Global Properties of Cytokine-Enhanced HIV-1 Dynamics Model with Adaptive Immunity and Distributed Delays

In this paper, we study a model that enhances our understanding of cytokine-influenced HIV-1 infection. The impact of adaptive immune response (cytotoxic T lymphocytes (CTLs) and antibodies) and time delay on HIV-1 infection is included. The model takes into account two types of distributional delays, (i) the delay in the HIV-1 infection of CD4+T cells and (ii) the maturation delay of new virions. We first investigated the fundamental characteristics of the system, then found the system’s equilibria. We derived five threshold parameters, ℜi, i = 0, 1,…, 4, which completely determine the existence and stability of the equilibria. The Lyapunov method was used to prove the global asymptotic stability for all equilibria. We illustrate the theoretical results by performing numerical simulations. We also performed a sensitivity analysis on the basic reproduction number ℜ0 and identified the most-sensitive parameters.
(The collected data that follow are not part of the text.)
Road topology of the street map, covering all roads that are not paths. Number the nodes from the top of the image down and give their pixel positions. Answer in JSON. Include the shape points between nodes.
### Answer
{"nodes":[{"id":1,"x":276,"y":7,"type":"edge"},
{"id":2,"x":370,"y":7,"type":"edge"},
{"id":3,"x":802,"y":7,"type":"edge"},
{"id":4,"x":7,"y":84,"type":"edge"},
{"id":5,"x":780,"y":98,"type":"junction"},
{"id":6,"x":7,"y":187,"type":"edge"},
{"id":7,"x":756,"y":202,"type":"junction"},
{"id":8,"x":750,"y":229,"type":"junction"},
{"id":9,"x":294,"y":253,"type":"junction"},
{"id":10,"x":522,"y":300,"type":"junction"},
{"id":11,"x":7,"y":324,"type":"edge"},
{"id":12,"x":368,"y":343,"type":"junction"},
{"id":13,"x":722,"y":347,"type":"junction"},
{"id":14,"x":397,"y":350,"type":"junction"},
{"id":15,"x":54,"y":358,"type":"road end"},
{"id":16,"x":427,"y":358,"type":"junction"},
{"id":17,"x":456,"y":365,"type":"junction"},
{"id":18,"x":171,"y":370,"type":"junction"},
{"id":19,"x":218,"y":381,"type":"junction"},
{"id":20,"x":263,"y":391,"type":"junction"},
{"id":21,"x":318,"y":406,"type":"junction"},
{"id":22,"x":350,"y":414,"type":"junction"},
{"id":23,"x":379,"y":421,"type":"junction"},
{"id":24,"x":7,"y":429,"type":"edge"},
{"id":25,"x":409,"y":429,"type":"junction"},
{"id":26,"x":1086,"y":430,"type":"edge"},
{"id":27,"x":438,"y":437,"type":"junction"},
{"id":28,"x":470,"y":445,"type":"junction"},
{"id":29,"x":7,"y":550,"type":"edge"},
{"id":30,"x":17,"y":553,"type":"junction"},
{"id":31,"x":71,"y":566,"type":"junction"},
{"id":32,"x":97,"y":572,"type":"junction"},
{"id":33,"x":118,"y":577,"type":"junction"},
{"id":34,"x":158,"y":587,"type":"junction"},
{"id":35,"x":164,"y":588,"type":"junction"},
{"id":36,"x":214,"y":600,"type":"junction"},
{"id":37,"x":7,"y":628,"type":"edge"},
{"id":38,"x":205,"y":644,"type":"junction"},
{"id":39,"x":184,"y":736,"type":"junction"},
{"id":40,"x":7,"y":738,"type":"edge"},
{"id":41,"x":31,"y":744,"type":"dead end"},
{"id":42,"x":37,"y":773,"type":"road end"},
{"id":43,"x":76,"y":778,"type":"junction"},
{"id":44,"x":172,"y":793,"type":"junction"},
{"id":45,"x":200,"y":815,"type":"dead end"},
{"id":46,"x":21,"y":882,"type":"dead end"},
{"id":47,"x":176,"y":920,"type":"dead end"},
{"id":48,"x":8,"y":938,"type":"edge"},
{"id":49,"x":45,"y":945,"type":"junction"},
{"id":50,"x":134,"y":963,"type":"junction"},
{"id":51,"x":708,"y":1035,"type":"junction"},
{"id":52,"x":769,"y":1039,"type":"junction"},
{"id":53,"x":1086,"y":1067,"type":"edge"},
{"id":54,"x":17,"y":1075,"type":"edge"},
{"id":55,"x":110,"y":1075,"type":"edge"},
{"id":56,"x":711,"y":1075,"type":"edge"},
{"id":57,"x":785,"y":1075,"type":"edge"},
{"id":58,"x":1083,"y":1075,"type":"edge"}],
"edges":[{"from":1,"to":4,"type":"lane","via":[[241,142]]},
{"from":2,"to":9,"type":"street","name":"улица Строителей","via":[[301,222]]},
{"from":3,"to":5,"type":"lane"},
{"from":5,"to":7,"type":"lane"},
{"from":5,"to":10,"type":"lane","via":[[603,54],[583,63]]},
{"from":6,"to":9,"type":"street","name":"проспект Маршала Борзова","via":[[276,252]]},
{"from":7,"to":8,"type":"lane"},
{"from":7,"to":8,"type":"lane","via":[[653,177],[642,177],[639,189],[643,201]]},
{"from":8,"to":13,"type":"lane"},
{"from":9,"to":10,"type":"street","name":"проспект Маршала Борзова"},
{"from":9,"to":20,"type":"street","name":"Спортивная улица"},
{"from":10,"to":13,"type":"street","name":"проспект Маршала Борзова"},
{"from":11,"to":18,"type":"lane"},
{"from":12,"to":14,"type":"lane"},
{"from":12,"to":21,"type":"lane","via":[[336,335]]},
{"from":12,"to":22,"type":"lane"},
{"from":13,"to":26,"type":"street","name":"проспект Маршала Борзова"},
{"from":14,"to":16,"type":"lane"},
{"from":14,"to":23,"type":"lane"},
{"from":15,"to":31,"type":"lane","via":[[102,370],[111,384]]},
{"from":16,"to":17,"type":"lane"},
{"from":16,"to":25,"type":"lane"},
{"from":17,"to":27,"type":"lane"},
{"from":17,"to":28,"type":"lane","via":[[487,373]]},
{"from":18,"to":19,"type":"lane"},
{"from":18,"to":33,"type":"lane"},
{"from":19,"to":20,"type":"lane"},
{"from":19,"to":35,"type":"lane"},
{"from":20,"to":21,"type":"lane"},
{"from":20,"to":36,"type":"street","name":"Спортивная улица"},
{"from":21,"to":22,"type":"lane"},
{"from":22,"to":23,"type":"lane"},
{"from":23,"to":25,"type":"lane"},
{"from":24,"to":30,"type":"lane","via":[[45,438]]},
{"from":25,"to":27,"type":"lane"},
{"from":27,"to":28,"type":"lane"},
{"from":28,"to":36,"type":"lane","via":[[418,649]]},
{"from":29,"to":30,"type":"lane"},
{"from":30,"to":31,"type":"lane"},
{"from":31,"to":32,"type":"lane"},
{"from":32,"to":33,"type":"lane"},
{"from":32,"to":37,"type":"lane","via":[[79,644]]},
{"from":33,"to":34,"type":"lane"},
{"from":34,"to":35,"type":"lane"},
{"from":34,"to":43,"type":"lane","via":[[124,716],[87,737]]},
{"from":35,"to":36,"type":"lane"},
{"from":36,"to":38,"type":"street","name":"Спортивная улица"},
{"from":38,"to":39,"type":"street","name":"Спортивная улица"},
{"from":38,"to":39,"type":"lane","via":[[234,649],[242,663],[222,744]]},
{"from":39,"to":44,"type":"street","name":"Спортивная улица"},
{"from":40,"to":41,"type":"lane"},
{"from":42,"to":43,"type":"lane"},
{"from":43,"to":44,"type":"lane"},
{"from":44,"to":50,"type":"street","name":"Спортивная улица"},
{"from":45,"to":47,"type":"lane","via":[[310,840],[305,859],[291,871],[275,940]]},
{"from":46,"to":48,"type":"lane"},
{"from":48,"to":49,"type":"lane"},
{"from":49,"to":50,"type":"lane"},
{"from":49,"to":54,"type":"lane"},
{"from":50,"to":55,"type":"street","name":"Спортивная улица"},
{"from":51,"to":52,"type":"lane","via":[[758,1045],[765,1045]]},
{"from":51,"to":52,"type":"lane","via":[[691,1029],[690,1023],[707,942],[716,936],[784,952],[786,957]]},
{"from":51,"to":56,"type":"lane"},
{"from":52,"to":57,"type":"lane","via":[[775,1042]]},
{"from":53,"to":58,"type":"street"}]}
We found that pyroptosis contributes to the number ℜ0, and then, neglecting it will make ℜ0 underevaluated. Necrosulfonamide and highly active antiretroviral drug therapy (HAART) can be effective in preventing pyroptosis and at reducing viral replication. Further, it was also found that increasing time delays can effectively decrease ℜ0 and, then, inhibit HIV-1 replication. Furthermore, it is shown that both CTLs and antibody immune responses have no effect on ℜ0, while this can result in less HIV-1 infection.